**Required action**
Give the number of lines in the material below where the word "graph" shows up, without anything else.

^^^^

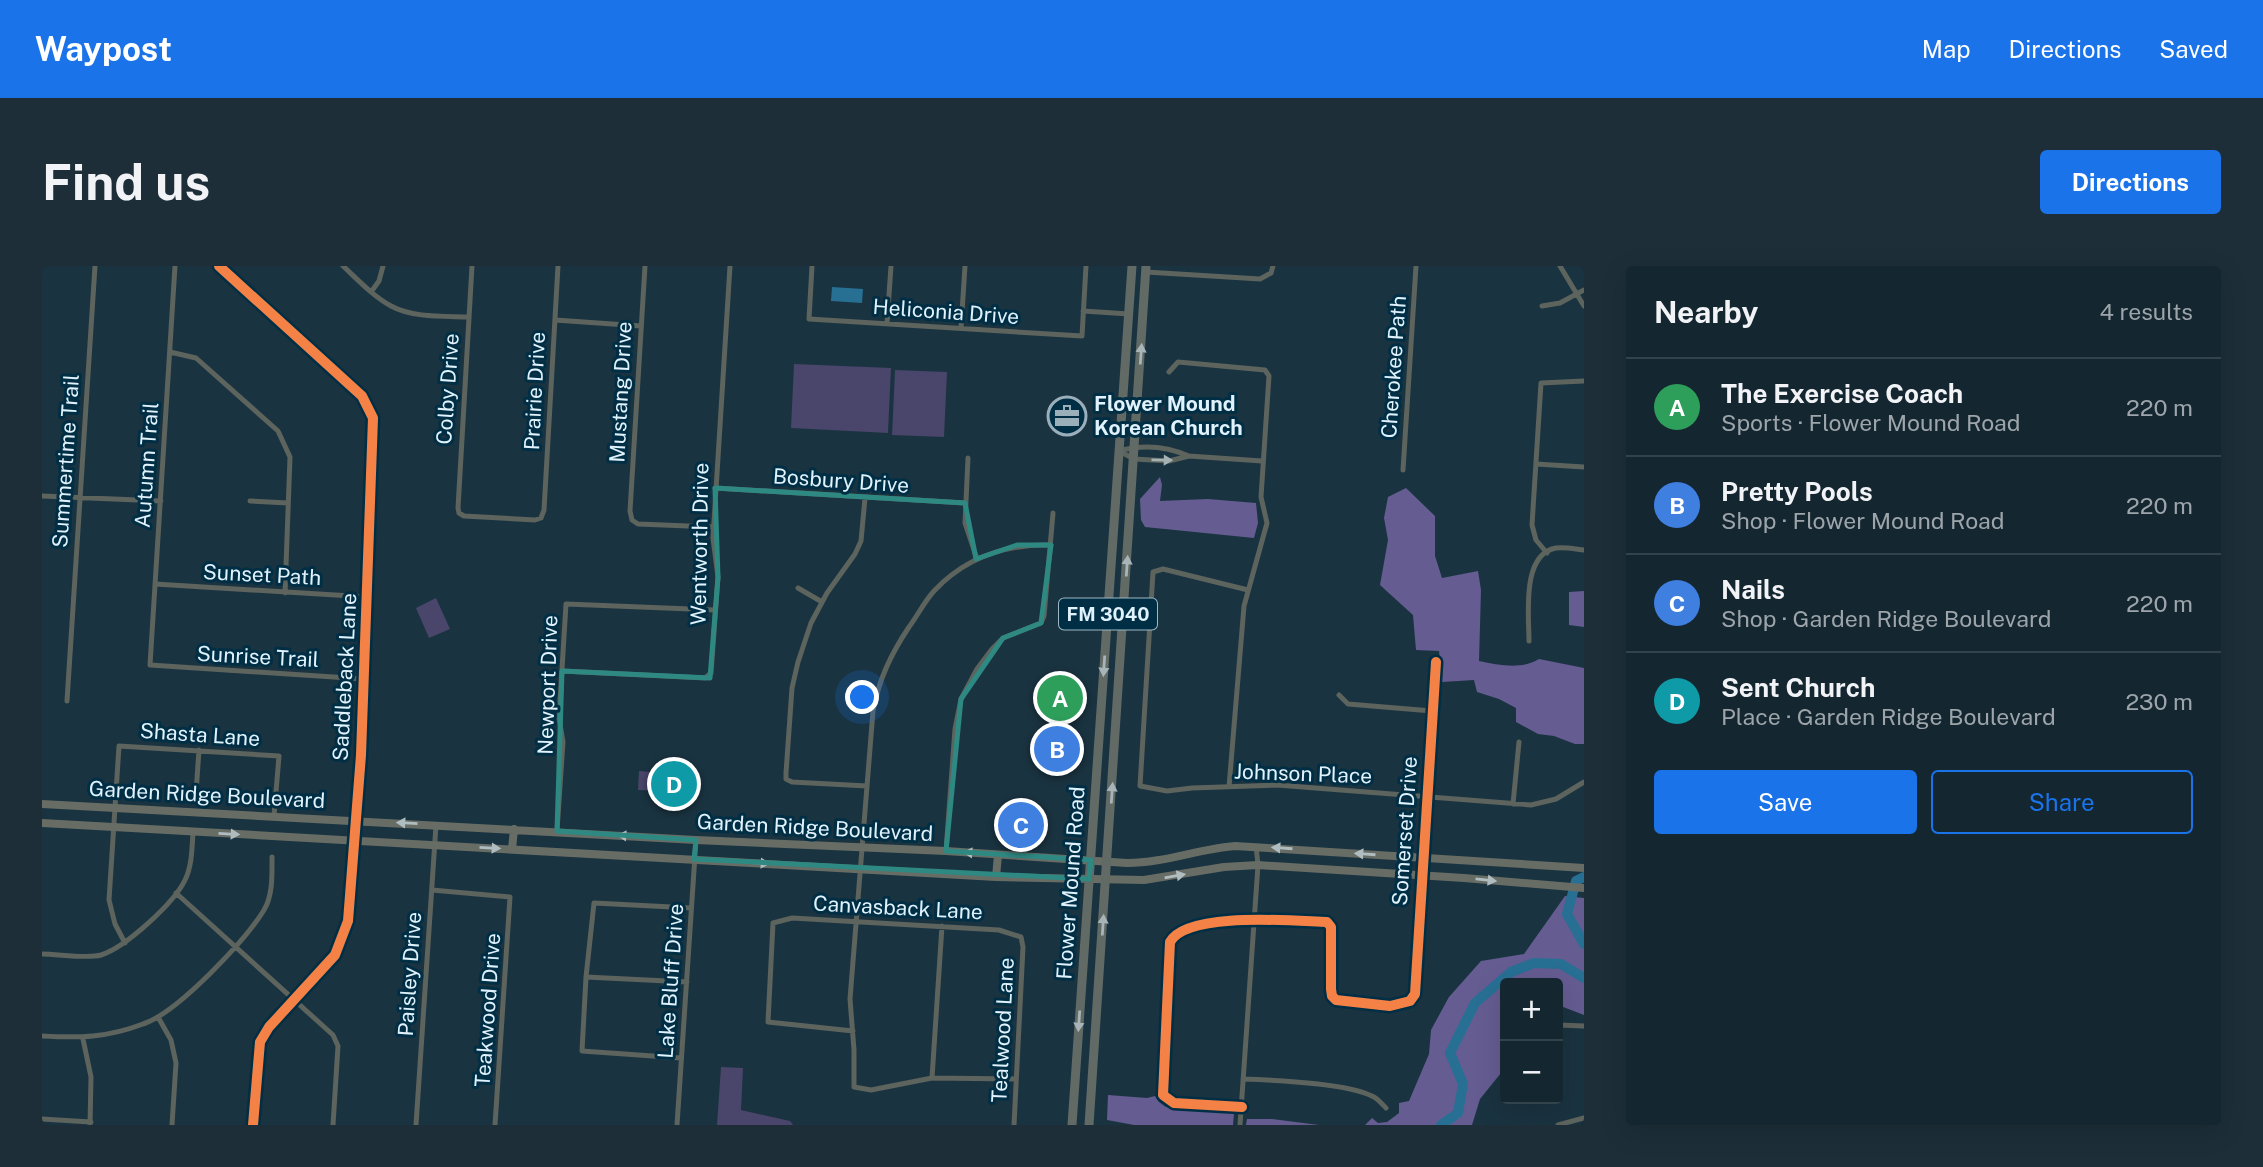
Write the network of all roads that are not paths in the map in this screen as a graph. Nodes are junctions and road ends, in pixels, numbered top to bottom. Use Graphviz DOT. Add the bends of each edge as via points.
graph roads {
  1 [pos="94,266"];
  2 [pos="175,266"];
  3 [pos="219,266"];
  4 [pos="344,266"];
  5 [pos="383,266"];
  6 [pos="472,266"];
  7 [pos="558,266"];
  8 [pos="645,266"];
  9 [pos="730,266"];
  10 [pos="813,266"];
  11 [pos="891,266"];
  12 [pos="965,266"];
  13 [pos="1086,266"];
  14 [pos="1132,266"];
  15 [pos="1187,266"];
  16 [pos="1273,266"];
  17 [pos="1416,266"];
  18 [pos="1560,266"];
  19 [pos="1146,269"];
  20 [pos="1185,275"];
  21 [pos="1584,290"];
  22 [pos="370,292"];
  23 [pos="1577,294"];
  24 [pos="1542,306"];
  25 [pos="1584,306"];
  26 [pos="1083,311"];
  27 [pos="1129,314"];
  28 [pos="469,317"];
  29 [pos="555,320"];
  30 [pos="887,324"];
  31 [pos="641,326"];
  32 [pos="961,328"];
  33 [pos="170,352"];
  34 [pos="1169,373"];
  35 [pos="1584,381"];
  36 [pos="1135,447"];
  37 [pos="1119,451"];
  38 [pos="1189,456"];
  39 [pos="968,458"];
  40 [pos="1135,459"];
  41 [pos="1262,461"];
  42 [pos="1536,464"];
  43 [pos="1584,467"];
  44 [pos="1403,470"];
  45 [pos="715,488"];
  46 [pos="42,496"];
  47 [pos="865,498"];
  48 [pos="80,499"];
  49 [pos="161,501"];
  50 [pos="250,501"];
  51 [pos="288,503"];
  52 [pos="965,503"];
  53 [pos="1054,513"];
  54 [pos="541,518"];
  55 [pos="713,527"];
  56 [pos="1051,545"];
  57 [pos="1584,550"];
  58 [pos="1547,553"];
  59 [pos="976,559"];
  60 [pos="155,584"];
  61 [pos="799,588"];
  62 [pos="1248,590"];
  63 [pos="285,593"];
  64 [pos="368,597"];
  65 [pos="822,602"];
  66 [pos="715,610"];
  67 [pos="1529,642"];
  68 [pos="1436,662"];
  69 [pos="150,665"];
  70 [pos="562,671"];
  71 [pos="364,679"];
  72 [pos="1339,695"];
  73 [pos="67,701"];
  74 [pos="1432,711"];
  75 [pos="1519,742"];
  76 [pos="199,750"];
  77 [pos="1584,782"];
  78 [pos="867,786"];
  79 [pos="1229,787"];
  80 [pos="196,793"];
  81 [pos="1427,797"];
  82 [pos="42,804"];
  83 [pos="1513,804"];
  84 [pos="114,808"];
  85 [pos="274,817"];
  86 [pos="357,820"];
  87 [pos="42,823"];
  88 [pos="436,825"];
  89 [pos="112,827"];
  90 [pos="514,829"];
  91 [pos="557,831"];
  92 [pos="193,832"];
  93 [pos="696,840"];
  94 [pos="356,841"];
  95 [pos="435,845"];
  96 [pos="1256,846"];
  97 [pos="862,848"];
  98 [pos="512,849"];
  99 [pos="946,851"];
  100 [pos="999,855"];
  101 [pos="272,858"];
  102 [pos="1422,858"];
  103 [pos="694,859"];
  104 [pos="1091,860"];
  105 [pos="1108,862"];
  106 [pos="1258,865"];
  107 [pos="860,869"];
  108 [pos="1584,869"];
  109 [pos="1421,876"];
  110 [pos="996,877"];
  111 [pos="1090,879"];
  112 [pos="1107,880"];
  113 [pos="1584,888"];
  114 [pos="432,890"];
  115 [pos="176,893"];
  116 [pos="691,908"];
  117 [pos="1254,920"];
  118 [pos="856,922"];
  119 [pos="942,926"];
  120 [pos="1021,937"];
  121 [pos="125,943"];
  122 [pos="234,946"];
  123 [pos="42,954"];
  124 [pos="586,976"];
  125 [pos="687,982"];
  126 [pos="294,1001"];
  127 [pos="158,1017"];
  128 [pos="1563,1025"];
  129 [pos="1584,1027"];
  130 [pos="853,1031"];
  131 [pos="42,1036"];
  132 [pos="83,1039"];
  133 [pos="681,1059"];
  134 [pos="932,1079"];
  135 [pos="1016,1079"];
  136 [pos="1243,1079"];
  137 [pos="1242,1107"];
  138 [pos="1386,1108"];
  139 [pos="1584,1118"];
  140 [pos="42,1119"];
  141 [pos="91,1123"];
  142 [pos="172,1125"];
  143 [pos="253,1125"];
  144 [pos="333,1125"];
  145 [pos="416,1125"];
  146 [pos="495,1125"];
  147 [pos="677,1125"];
  148 [pos="1014,1125"];
  149 [pos="1072,1125"];
  150 [pos="1089,1125"];
  151 [pos="1240,1125"];
  152 [pos="1558,1125"];
  1 -- 48 [label="street, Summertime Trail"];
  2 -- 33 [label="street, Autumn Trail"];
  3 -- 64 [label="street, Saddleback Lane" via="370,407 374,430"];
  4 -- 22 [label="street"];
  5 -- 22 [label="street"];
  6 -- 28 [label="street, Colby Drive"];
  7 -- 29 [label="street, Prairie Drive"];
  8 -- 31 [label="street, Mustang Drive"];
  9 -- 45 [label="street, Wentworth Drive"];
  10 -- 30 [label="street, Heliconia Drive" via="808,319"];
  11 -- 30 [label="street"];
  12 -- 32 [label="street"];
  13 -- 26 [label="street"];
  14 -- 27 [label="main road, Flower Mound Road / FM 3040"];
  15 -- 20 [label="street"];
  16 -- 20 [label="street" via="1271,273 1260,279"];
  17 -- 44 [label="street, Cherokee Path"];
  18 -- 23 [label="street"];
  19 -- 20 [label="street"];
  36 -- 19 [label="main road, Flower Mound Road / FM 3040, one-way"];
  21 -- 23 [label="street"];
  22 -- 28 [label="street" via="406,312"];
  23 -- 24 [label="street"];
  23 -- 25 [label="street"];
  26 -- 27 [label="street"];
  26 -- 32 [label="street, Heliconia Drive" via="1082,336"];
  27 -- 37 [label="main road, Flower Mound Road / FM 3040"];
  28 -- 54 [label="street, Colby Drive" via="459,513"];
  29 -- 31 [label="street"];
  29 -- 54 [label="street, Prairie Drive"];
  30 -- 32 [label="street, Heliconia Drive"];
  31 -- 55 [label="street, Mustang Drive" via="632,520"];
  33 -- 49 [label="street, Autumn Trail"];
  33 -- 51 [label="street" via="196,358 278,431 290,457"];
  34 -- 41 [label="street" via="1178,362 1265,370 1269,376"];
  35 -- 42 [label="street" via="1541,383"];
  36 -- 37 [label="street"];
  36 -- 38 [label="street" via="1173,449"];
  36 -- 40 [label="main road, Flower Mound Road / FM 3040"];
  37 -- 40 [label="street"];
  37 -- 104 [label="main road, Flower Mound Road / FM 3040, one-way"];
  40 -- 38 [label="street, one-way" via="1169,461"];
  38 -- 41 [label="street"];
  39 -- 52 [label="street"];
  105 -- 40 [label="main road, Flower Mound Road / FM 3040, one-way"];
  41 -- 62 [label="street" via="1261,497 1267,523"];
  42 -- 43 [label="street"];
  42 -- 58 [label="street" via="1532,525 1536,540"];
  45 -- 47 [label="street, Bosbury Drive"];
  45 -- 55 [label="street, Wentworth Drive"];
  46 -- 48 [label="street"];
  47 -- 52 [label="street, Bosbury Drive"];
  47 -- 65 [label="street" via="861,541"];
  48 -- 49 [label="street"];
  48 -- 73 [label="street, Summertime Trail"];
  49 -- 60 [label="street, Autumn Trail"];
  50 -- 51 [label="street"];
  51 -- 63 [label="street"];
  52 -- 59 [label="street" via="966,528"];
  53 -- 56 [label="street"];
  55 -- 66 [label="street, Wentworth Drive" via="718,577"];
  56 -- 59 [label="street" via="1017,545"];
  56 -- 99 [label="street" via="1041,623 1003,638 977,669 961,699"];
  57 -- 58 [label="street" via="1555,548"];
  58 -- 67 [label="street" via="1535,564 1530,584"];
  59 -- 78 [label="street" via="934,591 885,668 873,711"];
  60 -- 63 [label="street, Sunset Path"];
  60 -- 69 [label="street, Autumn Trail"];
  61 -- 65 [label="street"];
  62 -- 79 [label="street"];
  62 -- 79 [label="street, Johnson Place" via="1163,569 1153,572 1140,786 1167,792"];
  63 -- 64 [label="street, Sunset Path"];
  64 -- 71 [label="street, Saddleback Lane"];
  65 -- 78 [label="street" via="795,675 786,779"];
  66 -- 70 [label="street, Wentworth Drive" via="711,673 705,678"];
  66 -- 70 [label="street, Newport Drive" via="566,604"];
  68 -- 74 [label="street, Somerset Drive"];
  69 -- 71 [label="street, Sunrise Trail"];
  70 -- 91 [label="street, Newport Drive"];
  71 -- 86 [label="street, Saddleback Lane"];
  72 -- 74 [label="street" via="1348,704"];
  74 -- 81 [label="street, Somerset Drive"];
  75 -- 83 [label="street"];
  76 -- 80 [label="street"];
  76 -- 84 [label="street, Shasta Lane" via="119,746"];
  76 -- 85 [label="street, Shasta Lane" via="279,756"];
  77 -- 83 [label="street, Johnson Place" via="1548,802"];
  78 -- 97 [label="street"];
  79 -- 81 [label="street, Johnson Place" via="1277,785"];
  81 -- 83 [label="street, Johnson Place"];
  81 -- 102 [label="street, Somerset Drive"];
  82 -- 84 [label="main road, Garden Ridge Boulevard"];
  84 -- 85 [label="main road, Garden Ridge Boulevard"];
  84 -- 89 [label="street"];
  85 -- 86 [label="main road, Garden Ridge Boulevard"];
  88 -- 86 [label="main road, Garden Ridge Boulevard, one-way"];
  86 -- 94 [label="street, Saddleback Lane"];
  87 -- 89 [label="main road, Garden Ridge Boulevard"];
  88 -- 90 [label="main road, Garden Ridge Boulevard"];
  88 -- 95 [label="street, Paisley Drive"];
  89 -- 92 [label="main road, Garden Ridge Boulevard"];
  89 -- 121 [label="street" via="108,900"];
  90 -- 91 [label="main road, Garden Ridge Boulevard"];
  90 -- 98 [label="main road"];
  93 -- 91 [label="main road, Garden Ridge Boulevard, one-way"];
  92 -- 94 [label="main road, Garden Ridge Boulevard, one-way"];
  92 -- 115 [label="street" via="190,868"];
  93 -- 97 [label="main road, Garden Ridge Boulevard"];
  93 -- 103 [label="street, Lake Bluff Drive"];
  94 -- 95 [label="main road, Garden Ridge Boulevard"];
  94 -- 126 [label="street, Saddleback Lane" via="348,921 341,944"];
  95 -- 98 [label="main road, Garden Ridge Boulevard, one-way"];
  95 -- 114 [label="street, Paisley Drive"];
  102 -- 96 [label="main road, Garden Ridge Boulevard, one-way"];
  96 -- 105 [label="main road, Garden Ridge Boulevard" via="1214,848 1150,862"];
  96 -- 106 [label="street"];
  97 -- 99 [label="main road, Garden Ridge Boulevard"];
  97 -- 107 [label="street"];
  98 -- 103 [label="main road, Garden Ridge Boulevard"];
  100 -- 99 [label="main road, Garden Ridge Boulevard, one-way"];
  100 -- 104 [label="main road, Garden Ridge Boulevard"];
  100 -- 110 [label="main road"];
  101 -- 122 [label="street" via="265,909"];
  102 -- 108 [label="main road, Garden Ridge Boulevard"];
  102 -- 109 [label="street, Somerset Drive"];
  103 -- 107 [label="main road, Garden Ridge Boulevard, one-way"];
  103 -- 116 [label="street, Lake Bluff Drive"];
  104 -- 105 [label="main road, Garden Ridge Boulevard"];
  104 -- 111 [label="main road, Flower Mound Road / FM 3040"];
  105 -- 112 [label="main road, Flower Mound Road / FM 3040"];
  106 -- 109 [label="main road, Garden Ridge Boulevard"];
  112 -- 106 [label="main road, Garden Ridge Boulevard, one-way" via="1144,880"];
  106 -- 117 [label="street"];
  107 -- 110 [label="main road, Garden Ridge Boulevard"];
  107 -- 118 [label="street"];
  109 -- 113 [label="main road, Garden Ridge Boulevard, one-way"];
  109 -- 117 [label="street, Somerset Drive" via="1415,994 1390,1006 1332,996 1329,923"];
  110 -- 111 [label="main road, Garden Ridge Boulevard"];
  111 -- 112 [label="main road, Garden Ridge Boulevard"];
  111 -- 149 [label="main road, Flower Mound Road / FM 3040, one-way"];
  150 -- 112 [label="main road, Flower Mound Road / FM 3040, one-way"];
  114 -- 145 [label="street, Paisley Drive"];
  114 -- 146 [label="street, Teakwood Drive" via="510,897"];
  115 -- 121 [label="street"];
  115 -- 122 [label="street"];
  116 -- 124 [label="street" via="594,903"];
  116 -- 125 [label="street, Lake Bluff Drive"];
  117 -- 136 [label="street"];
  117 -- 137 [label="street" via="1190,928 1170,942 1163,1095 1174,1103"];
  118 -- 119 [label="street, Canvasback Lane"];
  118 -- 130 [label="street" via="850,999"];
  118 -- 130 [label="street, Canvasback Lane" via="792,918 773,923 767,1019 771,1024"];
  119 -- 120 [label="street, Canvasback Lane" via="999,930"];
  119 -- 134 [label="street"];
  120 -- 135 [label="street, Tealwood Lane"];
  121 -- 123 [label="street" via="99,956"];
  122 -- 126 [label="street"];
  122 -- 127 [label="street" via="204,980"];
  124 -- 125 [label="street"];
  124 -- 133 [label="street" via="582,1051"];
  125 -- 133 [label="street, Lake Bluff Drive"];
  126 -- 143 [label="street, Saddleback Lane" via="260,1042"];
  126 -- 144 [label="street" via="325,1027 338,1046"];
  127 -- 132 [label="street"];
  127 -- 142 [label="street" via="171,1040 176,1063"];
  128 -- 129 [label="street"];
  130 -- 134 [label="street" via="854,1087 870,1090"];
  131 -- 132 [label="street"];
  132 -- 141 [label="street" via="91,1077"];
  133 -- 147 [label="street, Lake Bluff Drive"];
  134 -- 135 [label="street"];
  135 -- 148 [label="street, Tealwood Lane"];
  136 -- 137 [label="street"];
  136 -- 138 [label="street" via="1346,1090 1373,1097"];
  137 -- 151 [label="street"];
  139 -- 152 [label="street"];
  140 -- 141 [label="street"];
}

^^^^

**Answer to the problem**
2